Where a line in the records below includes "strokeStyle", pull that line out.

Start of Information provided

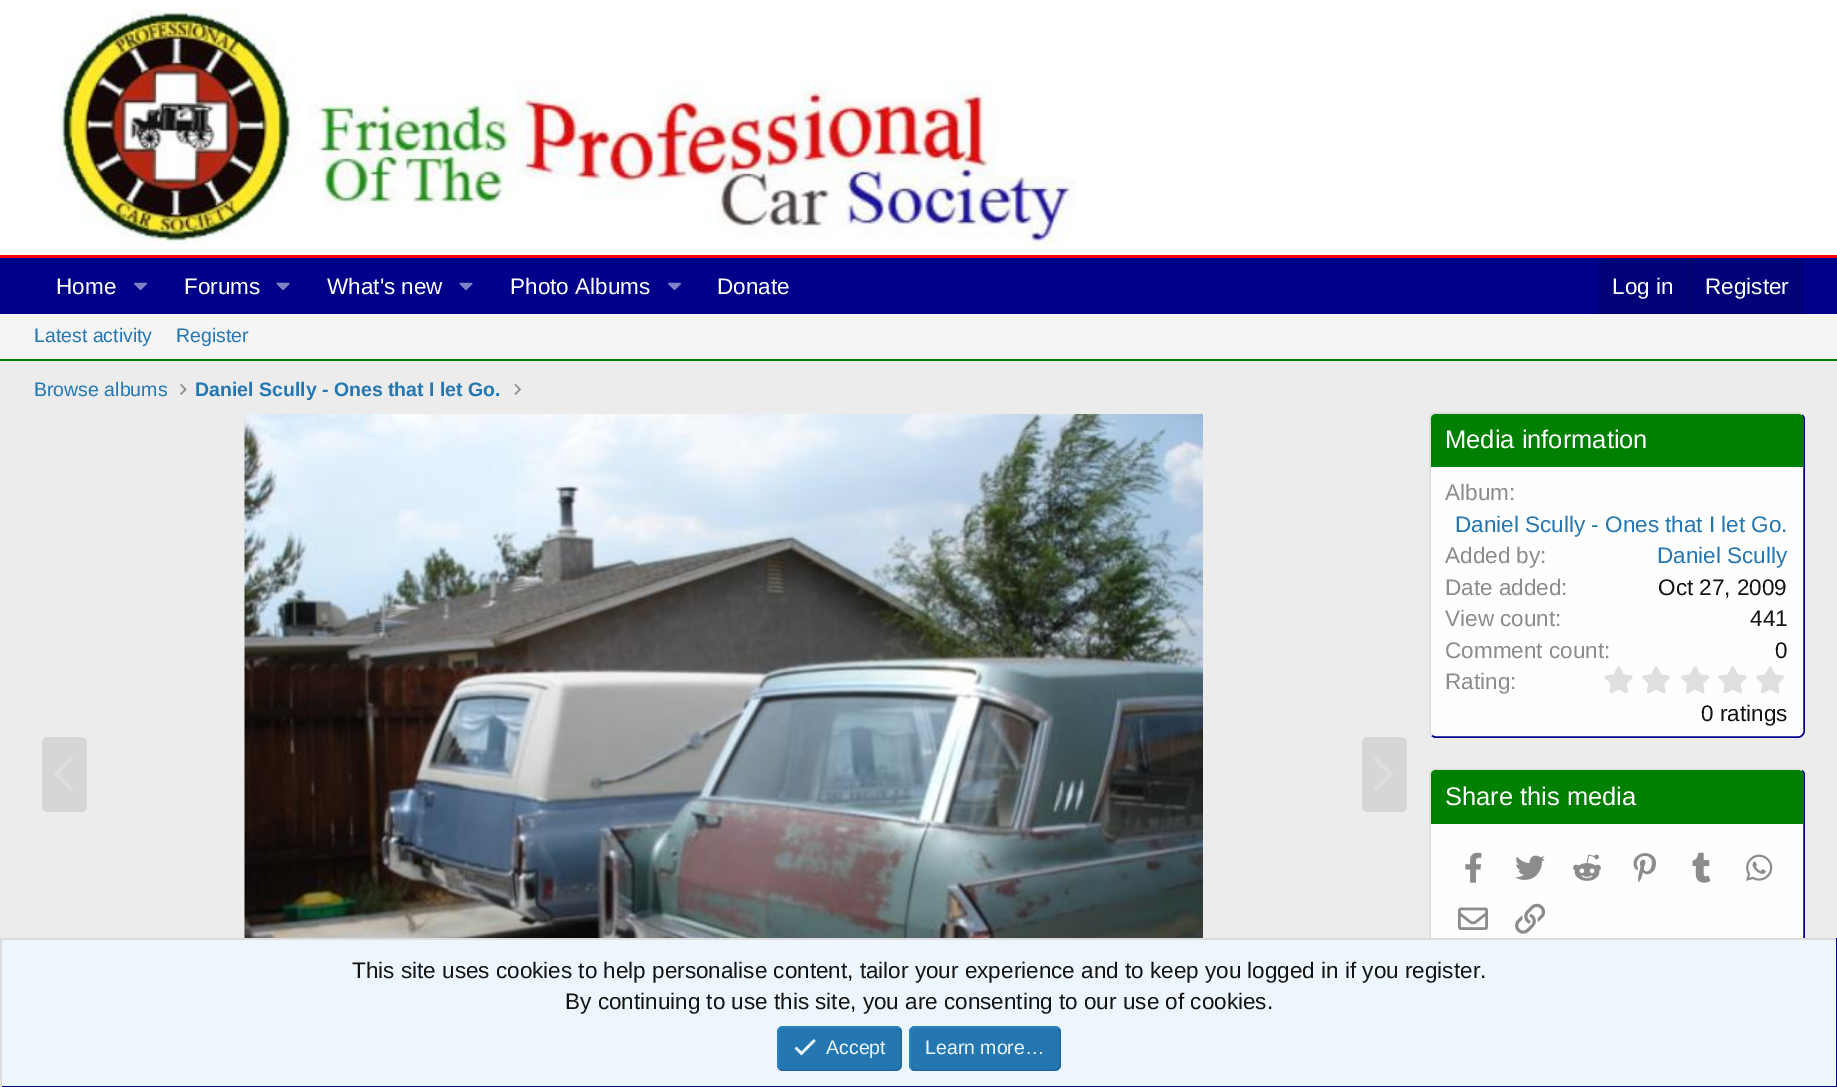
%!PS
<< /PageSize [1837 1087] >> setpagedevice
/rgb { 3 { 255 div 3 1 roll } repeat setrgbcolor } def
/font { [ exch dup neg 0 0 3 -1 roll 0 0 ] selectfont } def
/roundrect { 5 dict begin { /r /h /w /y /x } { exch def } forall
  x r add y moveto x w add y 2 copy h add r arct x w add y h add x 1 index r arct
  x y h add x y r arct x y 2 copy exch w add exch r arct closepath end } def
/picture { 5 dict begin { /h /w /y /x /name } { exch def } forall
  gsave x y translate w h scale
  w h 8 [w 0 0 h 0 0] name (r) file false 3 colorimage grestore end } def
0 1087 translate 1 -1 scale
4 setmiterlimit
236 236 236 rgb
0 0 1837 1087 rectfill
255 255 255 rgb
0 0 1837 255 rectfill
255 0 0 rgb
0 255 1837 3 rectfill
(img/1.rgb) 58 9 1020 237 picture
0 0 139 rgb
0 258 1837 56 rectfill
(img/2.rgb) 134 282 13 9 picture
(img/3.rgb) 276 282 14 9 picture
(img/3.rgb) 459 282 14 9 picture
(img/2.rgb) 668 282 13 9 picture
3 3 121 rgb
1604 258 moveto 1797 258 lineto 1800.5 258 1803 260.5 1803 264 curveto 1803 314 lineto 1598 314 lineto 1598 264 lineto 1598 260.5 1600.5 258 1604 258 curveto closepath fill
[
  [1689 258 2 56 6 6 106]
  [0 314 1837 45 245 245 245]
  [0 359 1837 2 0 128 0]
] { aload pop rgb rectfill } forall
(img/4.rgb) 180 384 7 11 picture
(img/5.rgb) 514 384 7 11 picture
214 214 214 rgb
42 737 45 75 6 roundrect fill
(img/6.rgb) 54 757 19 34 picture
(img/7.rgb) 244 414 959 524 picture
1362 737 45 75 6 roundrect fill
(img/8.rgb) 1374 757 19 34 picture
254 254 254 rgb
1430 413 375 325 6 roundrect fill
0 0 139 rgb
1.5 setlinewidth
1802 415 moveto 1803 416 1804 417 1804 418.5 curveto 1804 732 lineto 1804 733.5 1803 734.5 1802 735.5 curveto 1801 736.5 1800 737 1798.5 737 curveto 1435.5 737 lineto 1434 737 1433 736.5 1432 735.5 curveto stroke
220 220 220 rgb
1432 735.5 moveto 1431 734.5 1430 733.5 1430 732 curveto 1430 418.5 lineto 1430 417 1431 416 1432 415 curveto 1433 414 1434 413 1435.5 413 curveto 1798.5 413 lineto 1800 413 1801 414 1802 415 curveto stroke
0 128 0 rgb
1436 414 moveto 1798 414 lineto 1801 414 1803 416 1803 419 curveto 1803 467 lineto 1431 467 lineto 1431 419 lineto 1431 416 1433 414 1436 414 curveto closepath fill
(img/9.rgb) 1604 666 29 28 picture
(img/10.rgb) 1642 666 29 28 picture
(img/10.rgb) 1681 666 29 28 picture
(img/9.rgb) 1718 666 29 28 picture
(img/10.rgb) 1756 666 29 28 picture
254 254 254 rgb
1430 768 375 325 6 roundrect fill
0 0 139 rgb
1802 770.5 moveto 1803 771.5 1804 772.5 1804 774 curveto 1804 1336.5 lineto 1804 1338 1803 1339 1802 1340 curveto 1801 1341 1800 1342 1798.5 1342 curveto 1435.5 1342 lineto 1434 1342 1433 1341 1432 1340 curveto stroke
220 220 220 rgb
1432 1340 moveto 1431 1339 1430 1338 1430 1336.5 curveto 1430 774 lineto 1430 772.5 1431 771.5 1432 770.5 curveto 1433 769.5 1434 769 1435.5 769 curveto 1798.5 769 lineto 1800 769 1801 769.5 1802 770.5 curveto stroke
0 128 0 rgb
1436 770 moveto 1798 770 lineto 1801 770 1803 772 1803 775 curveto 1803 824 lineto 1431 824 lineto 1431 775 lineto 1431 772 1433 770 1436 770 curveto closepath fill
(img/11.rgb) 1465 852 17 31 picture
(img/12.rgb) 1515 855 30 25 picture
(img/13.rgb) 1573 854 28 27 picture
(img/14.rgb) 1633 853 23 30 picture
(img/15.rgb) 1692 852 19 31 picture
(img/16.rgb) 1746 854 27 27 picture
(img/17.rgb) 1458 907 30 23 picture
(img/18.rgb) 1515 903 30 31 picture
[
  [2 940 1834 146 237 246 253]
  [0 938 1837 2 220 220 220]
  [1836 938 1 149 0 0 139]
  [0 1086 1837 1 0 0 139]
  [0 938 2 149 220 220 220]
] { aload pop rgb rectfill } forall
37 119 177 rgb
777 1026 125 45 6 roundrect fill
33 105 156 rgb
899 1028.5 moveto 901.5 1030.5 901 1034.5 901 1037.5 curveto 901 1048.5 lineto 901 1074 904 1070 877 1070 curveto 783 1070 lineto 781.5 1070 780.5 1069.5 779.5 1068.5 curveto stroke
41 133 198 rgb
779.5 1068.5 moveto 777 1066.5 778 1062.5 778 1059.5 curveto 778 1048.5 lineto 778 1023 774.5 1027 802 1027 curveto 895.5 1027 lineto 897 1027 898 1027.5 899 1028.5 curveto stroke
(img/19.rgb) 794 1039 22 17 picture
37 119 177 rgb
909 1026 152 45 6 roundrect fill
33 105 156 rgb
1058 1028.5 moveto 1059 1029.5 1060 1030.5 1060 1032 curveto 1060 1065 lineto 1060 1066.5 1059 1067.5 1058 1068.5 curveto 1057 1069.5 1056 1070 1054.5 1070 curveto 915 1070 lineto 913.5 1070 912.5 1069.5 911.5 1068.5 curveto stroke
41 133 198 rgb
911.5 1068.5 moveto 910.5 1067.5 910 1066.5 910 1065 curveto 910 1032 lineto 910 1030.5 910.5 1029.5 911.5 1028.5 curveto 912.5 1027.5 913.5 1027 915 1027 curveto 1054.5 1027 lineto 1056 1027 1057 1027.5 1058 1028.5 curveto stroke
/LiberationSans-Regular 22.5 font
255 255 255 rgb
[
  [(Home) 56 294]
  [(Forums) 184 294]
  [(What's new) 327 294]
  [(Photo Albums) 510 294]
  [(Donate) 717 294]
  [(Log in) 1612 294]
  [(Register) 1705 294]
] { aload pop moveto show } forall
/LiberationSans-Regular 19.5 font
37 119 177 rgb
[
  [(Latest activity) 34 342]
  [(Register) 176 342]
  [(Browse albums) 34 396]
] { aload pop moveto show } forall
/LiberationSans-Bold 19.5 font
195 396 moveto (Daniel Scully - Ones that I let Go.) show
/LiberationSans-Regular 25.5 font
255 255 255 rgb
1445 448 moveto (Media information) show
/LiberationSans-Regular 22.5 font
140 140 140 rgb
1445 500 moveto (Album:) show
37 119 177 rgb
1455 532 moveto (Daniel Scully - Ones that I let Go.) show
140 140 140 rgb
1445 563 moveto (Added by:) show
37 119 177 rgb
1657 563 moveto (Daniel Scully) show
140 140 140 rgb
1445 595 moveto (Date added:) show
20 20 20 rgb
1658 595 moveto (Oct 27, 2009) show
140 140 140 rgb
1445 626 moveto (View count:) show
20 20 20 rgb
1750 626 moveto (441) show
140 140 140 rgb
1445 658 moveto (Comment count:) show
20 20 20 rgb
1775 658 moveto (0) show
140 140 140 rgb
1445 689 moveto (Rating:) show
20 20 20 rgb
1701 721 moveto (0 ratings) show
/LiberationSans-Regular 25.5 font
255 255 255 rgb
1445 805 moveto (Share this media) show
/LiberationSans-Regular 22.5 font
20 20 20 rgb
352 978 moveto (This site uses cookies to help personalise content, tailor your experience and to keep you logged in if you register.) show
565 1009 moveto (By continuing to use this site, you are consenting to our use of cookies.) show
/LiberationSans-Regular 19.5 font
237 246 253 rgb
826 1054 moveto (Accept) show
925 1054 moveto (Learn more…) show
showpage
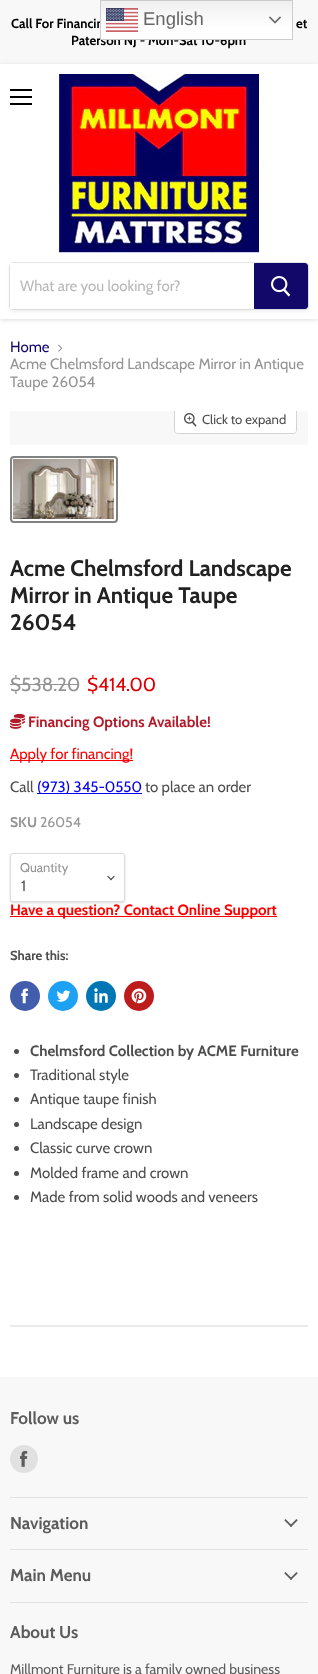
(async () => {
const canvas = document.querySelector("canvas")
canvas.width = 318
canvas.height = 1674
const c = canvas.getContext("2d")
c.miterLimit = 4
c.fontKerning = "normal"
function T(s,x,y){c.fillText(s,x,y)}
function R(x,y,w,h){c.fillRect(x,y,w,h)}
async function I(src,x,y,w,h){const img=new Image();img.src=src;await img.decode();c.drawImage(img,x,y,w,h)}
let gradient, path
c.fillStyle="#fff"
R(0,0,318,1674)
c.fillStyle="#f8f8f8"
R(0,0,318,64)
c.font="bold 13.1px Cabin"
c.fillStyle="#000"
T("Call For Financin",11,28)
T("Paterson NJ - Mon-Sat 10-6pm",71,45)
gradient = c.createLinearGradient(197,0,197,40)
gradient.addColorStop(0,"#efefef")
gradient.addColorStop(.7,"#fff")
c.fillStyle = gradient
R(101,1,191,38)
c.strokeStyle="#ccc"
c.strokeRect(100.5,.5,192,39)
await I("1.png",106,8,32,24)
c.font="18.5px Liberation Sans"
c.fillStyle="#666"
T("English",143,25)
await I("2.png",269,16,12,8)
c.font="bold 13.1px Cabin"
c.fillStyle="#000"
T("et",296,28)
c.save()
path = new Path2D("M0 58h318v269h-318zm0 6h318v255h-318z")
c.clip(path,"evenodd")
c.fillStyle="#80808040"
c.filter="blur(2px)"
c.beginPath()
c.rect(0,65,318,255)
c.fill()
c.filter="none"
c.restore()
R(10,89,22,2)
R(10,96,22,2)
R(10,103,22,2)
await I("3.png",59,74,200,179)
c.fillStyle="#8080801c"
c.filter="blur(1.5px)"
c.beginPath()
c.roundRect(9,264,300,48,4)
c.fill()
c.filter="none"
c.beginPath()
c.roundRect(9.5,262.5,299,47,3.5)
c.strokeStyle="#80808033"
c.stroke()
c.fillStyle="#fff"
R(10,263,244,46)
c.font="15px Cabin"
c.fillStyle="#b8b8b8"
T("What are you looking for?",20,291)
c.fillStyle="#120869"
c.beginPath()
c.roundRect(254.5,263.5,53,45,[0,2.5,2.5,0])
c.fill()
c.strokeStyle="#120869"
c.stroke()
await I("4.png",271,276,20,21)
T("Home",10,352)
await I("5.png",58,344,5,8)
c.fillStyle="#949494"
T("Acme Chelmsford Landscape Mirror in Antique",10,369)
T("Taupe 26054",10,387)
c.fillStyle="#f8f8f8"
R(10,411,298,34)
c.save()
c.beginPath()
c.rect(10,411,298,34)
c.clip()
c.beginPath()
c.roundRect(174.5,405.5,122,28,3.5)
c.strokeStyle="#d3d3d3"
c.stroke()
c.restore()
c.fillStyle="#ffffffe6"
c.beginPath()
c.roundRect(175,411,121,22,[0,0,3,3])
c.fill()
await I("6.png",184,413,13,14)
c.font="13.1px Cabin"
c.fillStyle="#4d4d4d"
T("Click to expand",202,424)
c.beginPath()
c.roundRect(11,457,106,65,3)
c.strokeStyle="#818181"
c.lineWidth=2
c.stroke()
await I("7.png",13,459,101,60)
c.font="bold 22.5px Cabin"
c.fillStyle="#222"
T("Acme Chelmsford Landscape",10,576)
T("Mirror in Antique Taupe",10,603)
T("26054",10,630)
c.font="19px Cabin"
c.fillStyle="#949494"
T("$538.20",10,691)
R(10,684,69,1)
c.fillStyle="#de0101"
T("$414.00",87,691)
await I("8.png",10,713,15,16)
c.font="bold 15px Cabin"
c.fillStyle="#b11b2a"
T("Financing Options Available!",28,727)
c.fillStyle="#f00"
R(10,760,123,1)
c.font="15px Cabin"
T("Apply for financing!",10,759)
c.fillStyle="#4d4d4d"
T("Call",10,792)
c.fillStyle="#00e"
R(37,793,105,1)
T("(973) 345-0550",37,792)
c.fillStyle="#4d4d4d"
T("to place an order",145,792)
c.font="bold 14px Cabin"
c.fillStyle="#949494"
T("SKU",10,827)
c.font="14px Cabin"
T("26054",40,827)
c.fillStyle="#00000026"
c.filter="blur(1px)"
c.beginPath()
c.roundRect(10,854,115,49,3)
c.fill()
c.filter="none"
c.fillStyle="#fff"
c.beginPath()
c.roundRect(10.5,853.5,114,48,2.5)
c.fill()
c.strokeStyle="#ddd"
c.lineWidth=1
c.stroke()
c.font="13px Cabin"
c.fillStyle="#949494"
T("Quantity",20,872)
await I("9.png",107,875,8,6)
c.font="15px Cabin"
c.fillStyle="#4d4d4d"
T("1",21,891)
c.fillStyle="#f00"
R(10,916,267,1)
c.font="bold 15px Cabin"
T("Have a question? Contact Online Support",10,915)
c.font="bold 13.1px Cabin"
c.fillStyle="#4d4d4d"
T("Share this:",10,960)
c.fillStyle="#425dab"
c.beginPath()
c.arc(25,996,15,0,7)
c.fill()
await I("10.png",21,988,7,16)
c.fillStyle="#1da1f2"
c.beginPath()
c.arc(63,996,15,0,7)
c.fill()
await I("11.png",56,990,15,12)
c.fillStyle="#0077b5"
c.beginPath()
c.arc(101,996,15,0,7)
c.fill()
await I("12.png",94,988,14,15)
c.fillStyle="#bd1c1c"
c.beginPath()
c.arc(139,996,15,0,7)
c.fill()
await I("13.png",131,988,16,16)
c.fillStyle="#4d4d4d"
c.beginPath()
c.arc(16.5,1051.5,2.5,0,7)
c.fill()
c.font="bold 15px Cabin"
T("Chelmsford Collection by ACME Furniture",30,1056)
c.beginPath()
c.arc(16.5,1075.5,2.5,0,7)
c.fill()
c.font="15px Cabin"
T("Traditional style",30,1080)
c.beginPath()
c.arc(16.5,1099.5,2.5,0,7)
c.fill()
T("Antique taupe finish",30,1104)
c.beginPath()
c.arc(16.5,1124.5,2.5,0,7)
c.fill()
T("Landscape design",30,1129)
c.beginPath()
c.arc(16.5,1148.5,2.5,0,7)
c.fill()
T("Classic curve crown",30,1153)
c.beginPath()
c.arc(16.5,1173.5,2.5,0,7)
c.fill()
T("Molded frame and crown",30,1178)
c.beginPath()
c.arc(16.5,1197.5,2.5,0,7)
c.fill()
T("Made from solid woods and veneers",30,1202)
c.fillStyle="#ebebeb"
R(10,1325,298,2)
c.fillStyle="#f8f8f8"
R(0,1377,318,297)
c.fillStyle="#e1e1e1"
R(10,1497,298,1)
c.font="bold 17px Cabin"
c.fillStyle="#5c5c5c"
T("Follow us",10,1424)
c.fillStyle="#e1e1e1"
c.beginPath()
c.arc(24,1459,14,0,7)
c.fill()
await I("14.png",20,1451,8,16)
R(10,1549,298,1)
c.fillStyle="#5c5c5c"
T("Navigation",10,1529)
await I("15.png",284,1519,14,8)
c.fillStyle="#e1e1e1"
R(10,1602,298,1)
c.fillStyle="#5c5c5c"
T("Main Menu",10,1581)
await I("15.png",284,1572,14,8)
T("About Us",10,1638)
c.font="14.1px Cabin"
T("Millmont Furniture is a family owned business",10,1674)
})()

End of Information provided

→ **Problem solution**:
c.strokeStyle="#ccc"
c.strokeStyle="#80808033"
c.strokeStyle="#120869"
c.strokeStyle="#d3d3d3"
c.strokeStyle="#818181"
c.strokeStyle="#ddd"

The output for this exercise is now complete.